(Provided material)

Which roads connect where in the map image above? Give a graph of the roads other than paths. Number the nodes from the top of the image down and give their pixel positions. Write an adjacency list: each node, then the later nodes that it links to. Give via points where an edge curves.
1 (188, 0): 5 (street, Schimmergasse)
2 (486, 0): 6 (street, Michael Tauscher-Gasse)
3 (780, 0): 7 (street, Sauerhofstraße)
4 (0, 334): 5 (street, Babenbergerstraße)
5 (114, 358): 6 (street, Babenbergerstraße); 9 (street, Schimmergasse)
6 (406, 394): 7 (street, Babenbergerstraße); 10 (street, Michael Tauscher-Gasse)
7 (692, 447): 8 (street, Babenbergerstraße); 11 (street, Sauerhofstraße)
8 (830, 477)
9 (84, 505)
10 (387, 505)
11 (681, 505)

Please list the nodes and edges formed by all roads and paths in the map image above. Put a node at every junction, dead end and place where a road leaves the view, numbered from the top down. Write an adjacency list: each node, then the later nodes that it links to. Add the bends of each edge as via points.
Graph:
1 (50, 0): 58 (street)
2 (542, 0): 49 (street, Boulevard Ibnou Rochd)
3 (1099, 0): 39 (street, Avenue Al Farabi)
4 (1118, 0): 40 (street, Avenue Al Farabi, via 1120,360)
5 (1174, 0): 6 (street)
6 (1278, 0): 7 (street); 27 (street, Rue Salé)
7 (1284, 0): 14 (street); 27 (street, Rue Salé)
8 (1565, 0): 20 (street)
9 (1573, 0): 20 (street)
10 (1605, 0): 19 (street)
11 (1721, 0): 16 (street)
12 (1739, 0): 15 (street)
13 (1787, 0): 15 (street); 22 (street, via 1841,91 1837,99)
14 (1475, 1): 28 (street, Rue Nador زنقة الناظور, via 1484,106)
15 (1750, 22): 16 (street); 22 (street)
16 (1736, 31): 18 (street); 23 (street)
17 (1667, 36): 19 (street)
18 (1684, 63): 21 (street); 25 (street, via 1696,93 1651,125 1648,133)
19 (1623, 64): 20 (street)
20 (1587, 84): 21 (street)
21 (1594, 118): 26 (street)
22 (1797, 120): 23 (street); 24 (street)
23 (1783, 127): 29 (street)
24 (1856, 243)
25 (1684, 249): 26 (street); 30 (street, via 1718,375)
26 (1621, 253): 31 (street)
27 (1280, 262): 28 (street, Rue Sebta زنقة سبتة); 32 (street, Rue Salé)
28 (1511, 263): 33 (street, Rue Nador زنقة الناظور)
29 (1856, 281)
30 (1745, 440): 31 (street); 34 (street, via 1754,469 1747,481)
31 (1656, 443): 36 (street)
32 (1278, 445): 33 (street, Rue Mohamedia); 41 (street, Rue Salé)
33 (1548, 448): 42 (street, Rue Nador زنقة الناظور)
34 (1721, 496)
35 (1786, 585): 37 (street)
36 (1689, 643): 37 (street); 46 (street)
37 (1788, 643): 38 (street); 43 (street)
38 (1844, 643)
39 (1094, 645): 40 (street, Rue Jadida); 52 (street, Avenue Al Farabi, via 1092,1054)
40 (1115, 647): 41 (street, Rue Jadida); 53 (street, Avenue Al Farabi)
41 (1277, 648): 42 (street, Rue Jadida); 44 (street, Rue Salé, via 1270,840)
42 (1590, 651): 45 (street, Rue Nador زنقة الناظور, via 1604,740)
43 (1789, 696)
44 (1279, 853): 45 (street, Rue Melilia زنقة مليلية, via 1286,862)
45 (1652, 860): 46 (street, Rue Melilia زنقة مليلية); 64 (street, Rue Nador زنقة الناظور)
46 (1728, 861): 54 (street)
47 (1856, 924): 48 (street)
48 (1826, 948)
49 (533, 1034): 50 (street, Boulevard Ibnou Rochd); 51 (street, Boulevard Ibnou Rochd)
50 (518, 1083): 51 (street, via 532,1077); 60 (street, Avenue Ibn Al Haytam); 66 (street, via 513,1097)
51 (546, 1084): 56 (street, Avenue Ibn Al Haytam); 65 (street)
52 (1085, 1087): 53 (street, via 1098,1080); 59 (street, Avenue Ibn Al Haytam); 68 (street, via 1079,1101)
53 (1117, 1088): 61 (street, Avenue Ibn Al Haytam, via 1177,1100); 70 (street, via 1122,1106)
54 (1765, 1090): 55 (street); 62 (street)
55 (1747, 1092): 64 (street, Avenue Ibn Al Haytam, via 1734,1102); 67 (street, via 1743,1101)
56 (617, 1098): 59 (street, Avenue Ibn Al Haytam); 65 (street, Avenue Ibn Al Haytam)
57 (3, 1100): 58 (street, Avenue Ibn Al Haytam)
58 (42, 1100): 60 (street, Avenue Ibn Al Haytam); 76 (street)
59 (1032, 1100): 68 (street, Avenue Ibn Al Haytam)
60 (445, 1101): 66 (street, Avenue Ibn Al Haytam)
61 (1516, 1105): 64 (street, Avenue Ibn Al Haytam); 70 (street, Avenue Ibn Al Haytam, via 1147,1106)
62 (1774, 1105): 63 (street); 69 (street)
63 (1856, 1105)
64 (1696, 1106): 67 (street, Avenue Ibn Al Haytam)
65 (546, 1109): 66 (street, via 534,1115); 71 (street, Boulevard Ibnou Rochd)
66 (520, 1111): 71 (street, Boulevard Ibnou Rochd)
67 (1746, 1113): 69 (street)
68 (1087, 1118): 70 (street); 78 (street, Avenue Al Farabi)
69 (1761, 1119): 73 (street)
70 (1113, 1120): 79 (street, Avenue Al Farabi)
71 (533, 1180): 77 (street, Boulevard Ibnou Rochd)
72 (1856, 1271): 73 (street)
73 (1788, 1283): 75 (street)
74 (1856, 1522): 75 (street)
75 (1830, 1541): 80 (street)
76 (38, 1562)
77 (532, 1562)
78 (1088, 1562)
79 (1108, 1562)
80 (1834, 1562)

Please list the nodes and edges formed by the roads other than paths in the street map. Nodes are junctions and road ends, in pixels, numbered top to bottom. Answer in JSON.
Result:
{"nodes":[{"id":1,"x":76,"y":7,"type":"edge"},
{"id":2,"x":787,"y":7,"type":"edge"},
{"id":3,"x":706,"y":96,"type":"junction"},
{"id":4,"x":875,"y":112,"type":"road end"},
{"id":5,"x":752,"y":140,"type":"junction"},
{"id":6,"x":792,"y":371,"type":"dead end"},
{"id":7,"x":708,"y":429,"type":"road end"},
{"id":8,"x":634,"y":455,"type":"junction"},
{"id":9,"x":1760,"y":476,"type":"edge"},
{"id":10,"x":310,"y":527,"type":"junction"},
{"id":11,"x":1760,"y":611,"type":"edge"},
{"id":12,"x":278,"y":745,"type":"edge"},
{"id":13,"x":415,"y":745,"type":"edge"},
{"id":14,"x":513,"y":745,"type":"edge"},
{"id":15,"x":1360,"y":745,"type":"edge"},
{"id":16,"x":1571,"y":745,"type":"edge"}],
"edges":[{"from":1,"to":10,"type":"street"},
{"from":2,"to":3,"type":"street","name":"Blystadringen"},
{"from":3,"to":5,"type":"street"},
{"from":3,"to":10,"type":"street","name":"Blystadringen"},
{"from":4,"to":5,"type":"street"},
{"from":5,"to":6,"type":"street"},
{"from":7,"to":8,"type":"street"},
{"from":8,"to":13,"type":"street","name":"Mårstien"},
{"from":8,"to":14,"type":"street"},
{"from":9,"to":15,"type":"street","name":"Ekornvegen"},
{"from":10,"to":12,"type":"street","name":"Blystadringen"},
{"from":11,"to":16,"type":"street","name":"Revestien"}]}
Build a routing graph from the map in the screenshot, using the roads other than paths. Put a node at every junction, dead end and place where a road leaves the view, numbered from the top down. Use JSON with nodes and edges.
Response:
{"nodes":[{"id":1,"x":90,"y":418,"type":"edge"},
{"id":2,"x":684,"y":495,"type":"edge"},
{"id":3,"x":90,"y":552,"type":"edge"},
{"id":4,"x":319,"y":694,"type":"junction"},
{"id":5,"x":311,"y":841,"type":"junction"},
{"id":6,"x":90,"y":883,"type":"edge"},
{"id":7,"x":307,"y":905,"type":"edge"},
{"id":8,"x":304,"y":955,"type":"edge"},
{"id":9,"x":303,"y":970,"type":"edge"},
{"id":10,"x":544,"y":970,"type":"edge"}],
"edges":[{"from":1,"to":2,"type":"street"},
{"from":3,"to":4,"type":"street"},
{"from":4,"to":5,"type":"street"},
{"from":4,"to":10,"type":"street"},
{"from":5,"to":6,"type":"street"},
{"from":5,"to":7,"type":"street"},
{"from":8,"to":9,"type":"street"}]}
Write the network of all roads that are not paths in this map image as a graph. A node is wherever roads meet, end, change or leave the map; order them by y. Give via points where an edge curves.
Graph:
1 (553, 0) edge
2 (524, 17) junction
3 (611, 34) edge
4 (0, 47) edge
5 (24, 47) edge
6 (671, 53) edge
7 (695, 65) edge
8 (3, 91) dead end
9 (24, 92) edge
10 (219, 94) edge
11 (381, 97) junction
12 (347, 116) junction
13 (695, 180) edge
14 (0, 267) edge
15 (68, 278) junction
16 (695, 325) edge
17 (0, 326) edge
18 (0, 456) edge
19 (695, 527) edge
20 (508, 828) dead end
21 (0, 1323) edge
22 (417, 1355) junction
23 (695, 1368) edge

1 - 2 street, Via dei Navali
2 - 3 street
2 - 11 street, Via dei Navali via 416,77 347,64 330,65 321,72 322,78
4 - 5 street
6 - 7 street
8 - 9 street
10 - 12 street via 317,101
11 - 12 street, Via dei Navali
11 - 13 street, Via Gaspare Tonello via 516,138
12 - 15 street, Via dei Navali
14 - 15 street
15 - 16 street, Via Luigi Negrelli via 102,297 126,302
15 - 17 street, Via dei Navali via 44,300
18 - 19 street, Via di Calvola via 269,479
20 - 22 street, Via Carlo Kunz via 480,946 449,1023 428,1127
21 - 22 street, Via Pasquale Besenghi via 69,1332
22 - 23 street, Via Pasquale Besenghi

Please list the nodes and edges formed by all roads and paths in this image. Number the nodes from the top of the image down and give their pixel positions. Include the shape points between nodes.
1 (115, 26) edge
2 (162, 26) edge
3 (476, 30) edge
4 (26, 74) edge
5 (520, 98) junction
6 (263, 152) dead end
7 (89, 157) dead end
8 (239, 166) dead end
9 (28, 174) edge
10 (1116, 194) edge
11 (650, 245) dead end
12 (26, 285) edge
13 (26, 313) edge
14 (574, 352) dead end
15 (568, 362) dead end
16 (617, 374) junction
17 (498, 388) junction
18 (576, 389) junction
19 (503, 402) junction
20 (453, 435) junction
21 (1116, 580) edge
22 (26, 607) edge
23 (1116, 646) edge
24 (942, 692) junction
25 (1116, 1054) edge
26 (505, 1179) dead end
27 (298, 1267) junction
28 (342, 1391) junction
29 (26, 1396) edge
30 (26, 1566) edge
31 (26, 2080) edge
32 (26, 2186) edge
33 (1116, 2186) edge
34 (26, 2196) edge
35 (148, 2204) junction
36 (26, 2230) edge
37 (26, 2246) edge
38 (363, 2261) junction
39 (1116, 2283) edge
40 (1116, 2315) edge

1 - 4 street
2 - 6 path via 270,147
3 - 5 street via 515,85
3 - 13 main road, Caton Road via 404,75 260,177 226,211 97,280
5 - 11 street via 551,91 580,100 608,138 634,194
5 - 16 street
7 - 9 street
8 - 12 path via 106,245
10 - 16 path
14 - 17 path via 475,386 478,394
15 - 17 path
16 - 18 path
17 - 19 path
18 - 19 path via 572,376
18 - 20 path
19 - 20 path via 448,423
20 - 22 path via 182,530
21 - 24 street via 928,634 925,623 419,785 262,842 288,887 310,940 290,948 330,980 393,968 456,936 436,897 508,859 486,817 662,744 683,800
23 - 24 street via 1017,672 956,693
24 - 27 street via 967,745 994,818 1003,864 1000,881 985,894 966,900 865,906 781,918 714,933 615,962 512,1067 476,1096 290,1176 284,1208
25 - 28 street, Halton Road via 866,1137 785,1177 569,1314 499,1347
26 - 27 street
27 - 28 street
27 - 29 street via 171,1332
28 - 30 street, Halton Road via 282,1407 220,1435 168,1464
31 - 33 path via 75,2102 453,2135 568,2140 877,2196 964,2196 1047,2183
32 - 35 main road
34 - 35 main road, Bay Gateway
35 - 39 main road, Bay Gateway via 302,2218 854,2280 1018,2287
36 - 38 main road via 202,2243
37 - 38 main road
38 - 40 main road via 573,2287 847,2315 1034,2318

(End Provided material)

Task description
Each line holding the word "formed" must be copied from the data.

Result
Please list the nodes and edges formed by all roads and paths in the map image above. Put a node at every junction, dead end and place where a road leaves the view, numbered from the top down. Write an adjacency list: each node, then the later nodes that it links to. Add the bends of each edge as via points.
Please list the nodes and edges formed by the roads other than paths in the street map. Nodes are junctions and road ends, in pixels, numbered top to bottom. Answer in JSON.
Please list the nodes and edges formed by all roads and paths in this image. Number the nodes from the top of the image down and give their pixel positions. Include the shape points between nodes.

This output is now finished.